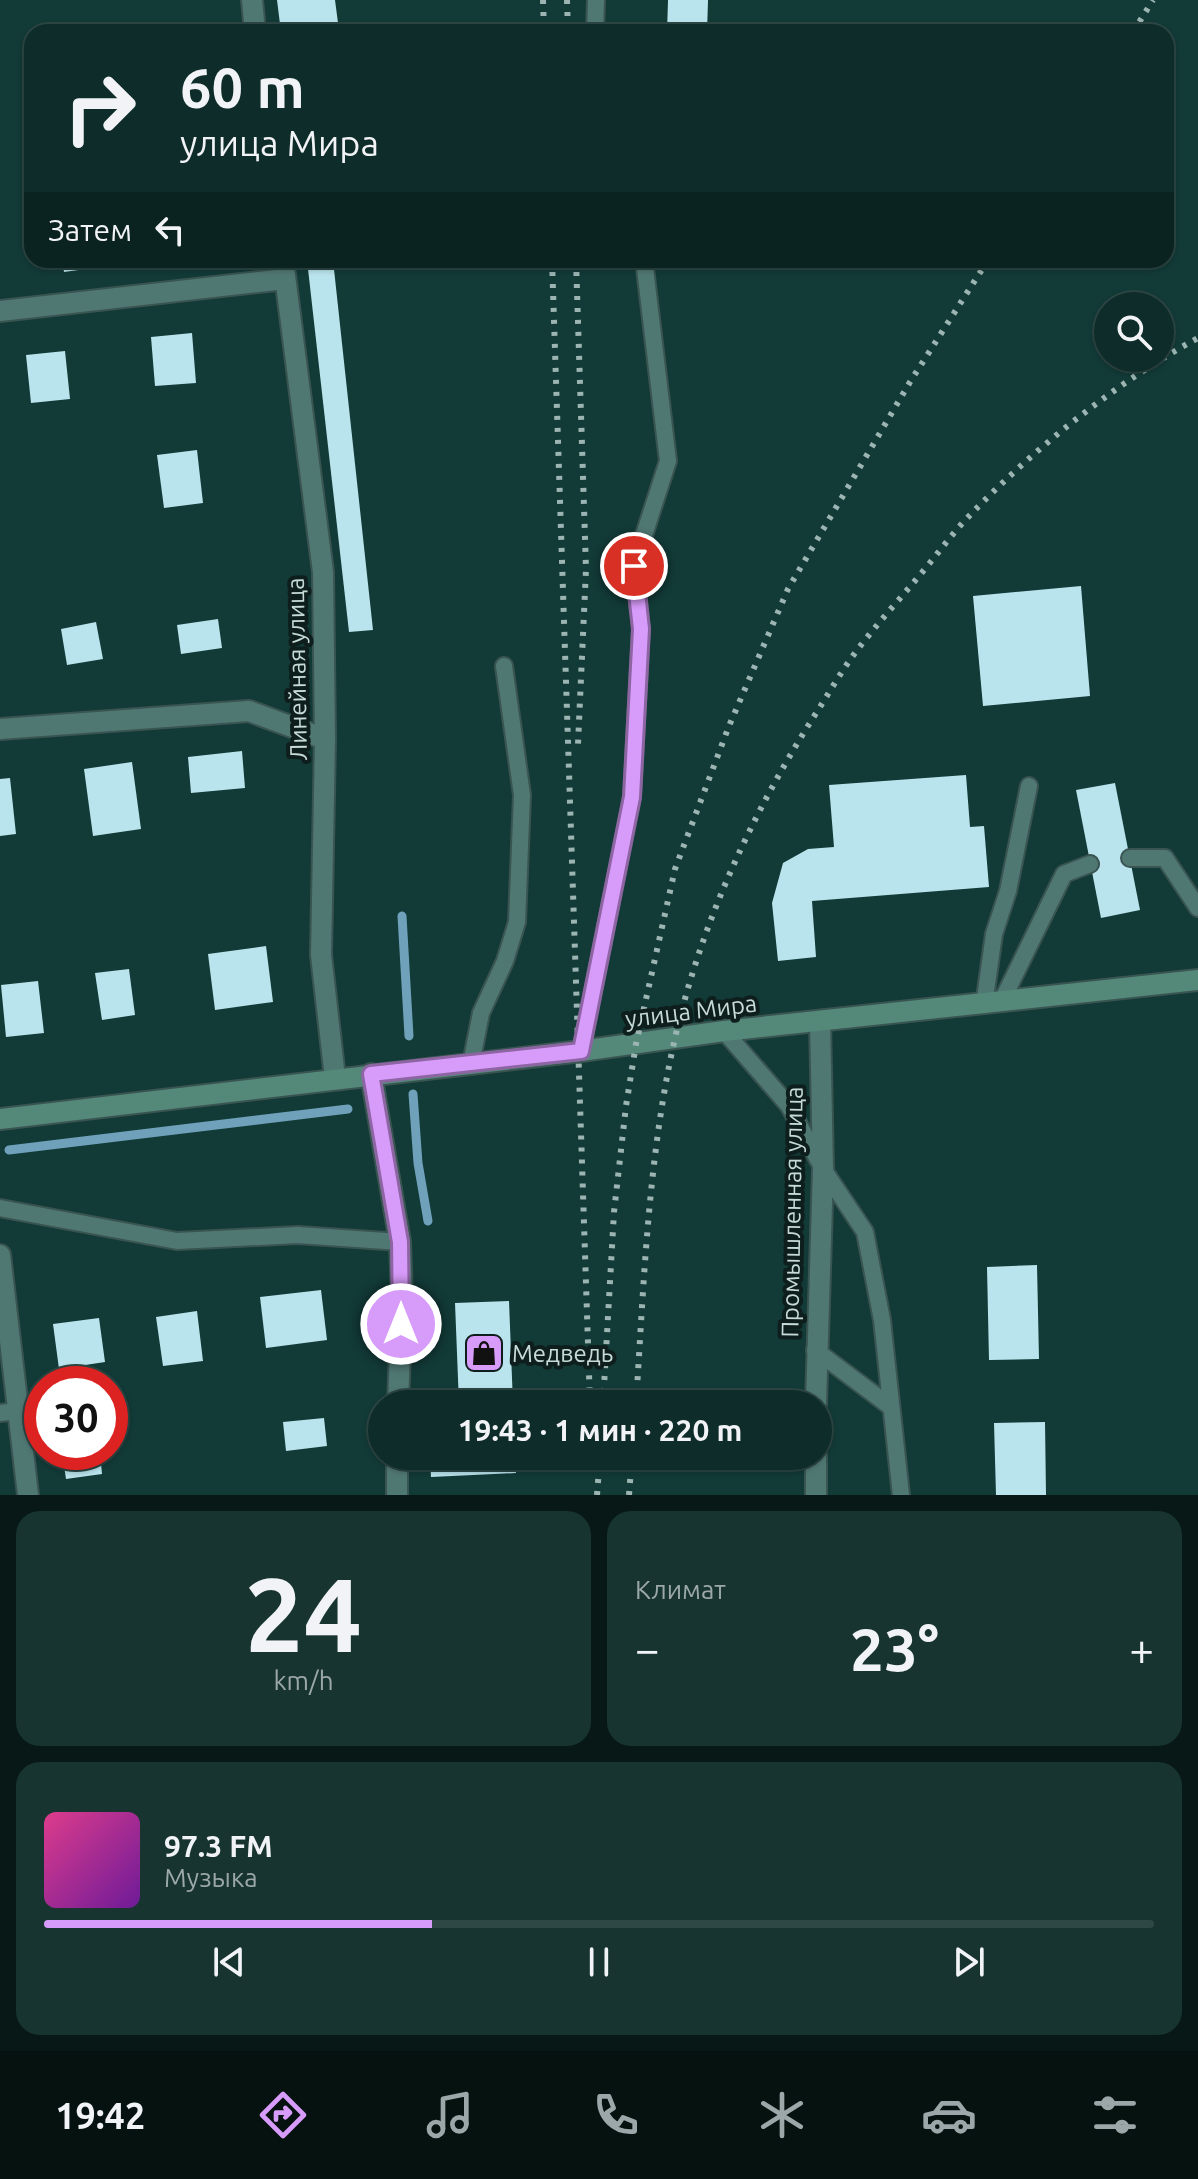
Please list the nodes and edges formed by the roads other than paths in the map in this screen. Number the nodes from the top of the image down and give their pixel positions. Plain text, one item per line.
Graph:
1 (252, 0) edge
2 (596, 0) edge
3 (254, 24) edge
4 (595, 24) edge
5 (645, 268) edge
6 (284, 269) edge
7 (0, 311) edge
8 (504, 666) dead end
9 (0, 729) edge
10 (325, 739) junction
11 (1029, 786) dead end
12 (1130, 858) dead end
13 (1090, 864) dead end
14 (1198, 908) edge
15 (1198, 980) edge
16 (992, 1004) junction
17 (820, 1021) junction
18 (724, 1031) junction
19 (581, 1051) junction
20 (471, 1064) junction
21 (371, 1074) junction
22 (335, 1078) junction
23 (0, 1119) edge
24 (823, 1169) junction
25 (0, 1208) edge
26 (400, 1242) junction
27 (0, 1255) edge
28 (815, 1350) junction
29 (399, 1390) edge
30 (816, 1390) edge
31 (891, 1407) junction
32 (9, 1412) edge
33 (397, 1470) edge
34 (816, 1470) edge
35 (28, 1495) edge
36 (397, 1495) edge
37 (816, 1495) edge
38 (901, 1495) edge

1 - 3 street
2 - 4 lane
5 - 19 lane
6 - 7 street
6 - 10 street, Линейная улица
8 - 20 lane
9 - 10 street
10 - 22 street, Линейная улица
11 - 16 lane
12 - 14 lane
13 - 16 lane
15 - 16 main road, улица Мира
16 - 17 main road, улица Мира
17 - 18 main road, улица Мира
17 - 24 street, Промышленная улица
18 - 19 main road, улица Мира
18 - 24 lane
19 - 20 main road, улица Мира
20 - 21 main road, улица Мира
21 - 22 main road, улица Мира
21 - 26 street
22 - 23 main road, улица Мира
24 - 28 street, Промышленная улица
24 - 31 lane
25 - 26 lane
26 - 29 street
27 - 32 street
28 - 30 street, Промышленная улица
28 - 31 lane
31 - 38 lane
32 - 35 street
33 - 36 street
34 - 37 street

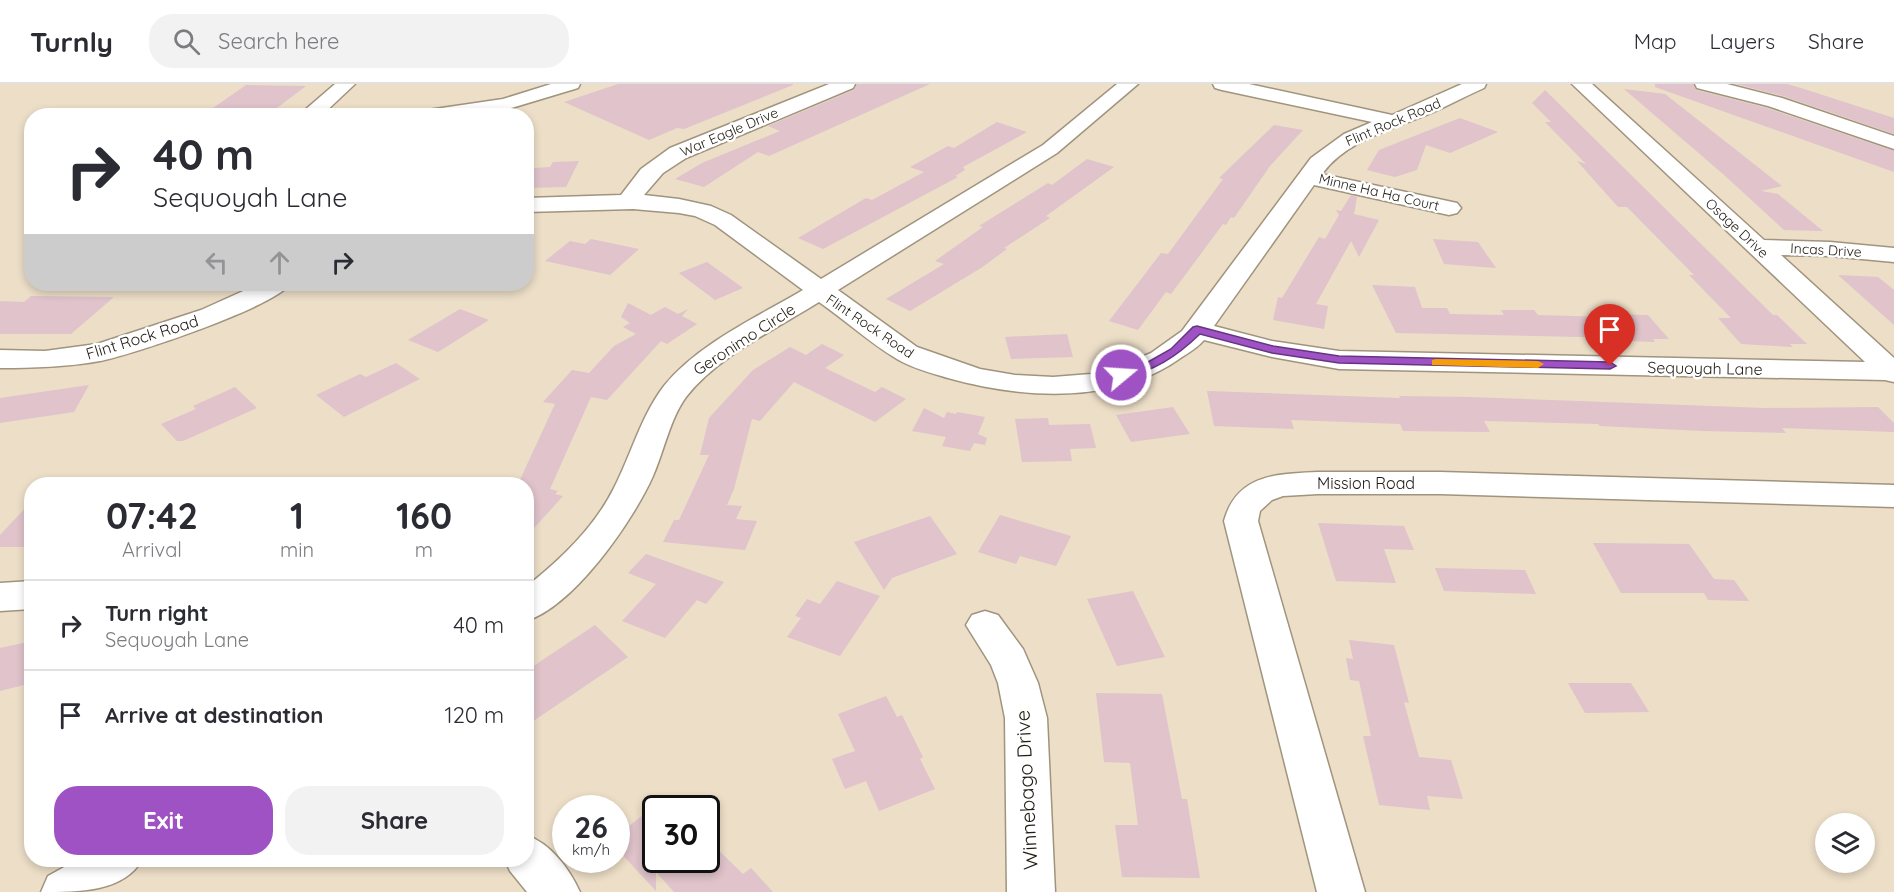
════════════════
## Task goal
Could you please return each line of the material exactly, dropping the pictures?

## Written solution
Please list the nodes and edges formed by the roads other than paths in the map in this screen. Number the nodes from the top of the image down and give their pixel positions. Plain text, one item per line.
Graph:
1 (252, 0) edge
2 (596, 0) edge
3 (254, 24) edge
4 (595, 24) edge
5 (645, 268) edge
6 (284, 269) edge
7 (0, 311) edge
8 (504, 666) dead end
9 (0, 729) edge
10 (325, 739) junction
11 (1029, 786) dead end
12 (1130, 858) dead end
13 (1090, 864) dead end
14 (1198, 908) edge
15 (1198, 980) edge
16 (992, 1004) junction
17 (820, 1021) junction
18 (724, 1031) junction
19 (581, 1051) junction
20 (471, 1064) junction
21 (371, 1074) junction
22 (335, 1078) junction
23 (0, 1119) edge
24 (823, 1169) junction
25 (0, 1208) edge
26 (400, 1242) junction
27 (0, 1255) edge
28 (815, 1350) junction
29 (399, 1390) edge
30 (816, 1390) edge
31 (891, 1407) junction
32 (9, 1412) edge
33 (397, 1470) edge
34 (816, 1470) edge
35 (28, 1495) edge
36 (397, 1495) edge
37 (816, 1495) edge
38 (901, 1495) edge

1 - 3 street
2 - 4 lane
5 - 19 lane
6 - 7 street
6 - 10 street, Линейная улица
8 - 20 lane
9 - 10 street
10 - 22 street, Линейная улица
11 - 16 lane
12 - 14 lane
13 - 16 lane
15 - 16 main road, улица Мира
16 - 17 main road, улица Мира
17 - 18 main road, улица Мира
17 - 24 street, Промышленная улица
18 - 19 main road, улица Мира
18 - 24 lane
19 - 20 main road, улица Мира
20 - 21 main road, улица Мира
21 - 22 main road, улица Мира
21 - 26 street
22 - 23 main road, улица Мира
24 - 28 street, Промышленная улица
24 - 31 lane
25 - 26 lane
26 - 29 street
27 - 32 street
28 - 30 street, Промышленная улица
28 - 31 lane
31 - 38 lane
32 - 35 street
33 - 36 street
34 - 37 street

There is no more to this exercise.